In the 2019 Blueprint for the next Century 3.0, a publication by the Associated Industries of Massachusetts, the opinions of more than 1,000 employers were polled and just about all of them expressed concern related to finding people with the skills to fuel growth as the global economy becomes increasingly competitive.
In an opinion column last year by the organization’s president and CEO, Robert C. Lord outlined recommendations on what was needed to fill positions in an increasingly complex labor market. Lord wrote that solutions include, “ensuring that the public schools provide the basic skills that allow students to compete for jobs that were not even envisioned 20 years ago. Just 37% of Massachusetts students who finished ninth-grade in 2009 went on to complete the post-secondary credential required for most new jobs. Evaluate Massachusetts public schools based not only upon college attendance rates but also on the ability of students to achieve gainful employment upon graduation.” Of great importance stressed Lord would be “supporting and expanding vocational education.”

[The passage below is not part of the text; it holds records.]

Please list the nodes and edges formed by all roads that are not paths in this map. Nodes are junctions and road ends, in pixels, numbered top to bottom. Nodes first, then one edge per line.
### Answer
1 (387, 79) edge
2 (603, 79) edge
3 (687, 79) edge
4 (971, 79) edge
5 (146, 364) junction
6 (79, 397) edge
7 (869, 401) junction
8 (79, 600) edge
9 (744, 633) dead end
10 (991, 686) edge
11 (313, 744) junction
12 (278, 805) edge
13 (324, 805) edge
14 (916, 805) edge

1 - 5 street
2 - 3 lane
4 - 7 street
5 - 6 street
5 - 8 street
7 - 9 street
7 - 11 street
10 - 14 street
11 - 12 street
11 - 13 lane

For about a decade, Western Massachusetts and the entire Bay State have experienced problems finding workers with the skills necessary for precision manufacturing. The so-called “skills gap” has decreased in recent years, but consistent advancements in technology and business practices mean companies must continuously update operations. Education advancements and business-academic partnerships have flourished in recent years, opening doors for careers in science, technology, engineering and math (STEM). Both students and businesses have benefited from these arrangements.
Last week, Gov. Charlie Baker announced $11.7 million in vocational grants for educational institutions statewide, including around $1.6 million for programs in Western Massachusetts. The grants included: $200,000 for the Berkshire Innovation Center in Pittsfield for its robotics and automation program; $250,000 for the Roger L. Putnam Vocational Academy in Springfield for its health assisting and machine tooling programs; and $350,000 to the Hampden County Sheriff’s Department to train inmates for its sheet metalworking for advanced manufacturing program. Said the governor, “At a critical time in our commonwealth, these skills capital grants will increase flexibility and support for schools and educational institutions to launch new programs and help more students develop important technical skills and prepare them for high-demand industries.”
As we look to the future of work in the commonwealth in 2021 and beyond, most opportunities are presented within STEM fields, with an increasing number of jobs being created in robotics, artificial intelligence and automation. Grant funding like this can help deliver educational opportunities that will be critical element in the economic success of Western Massachusetts and the entire state.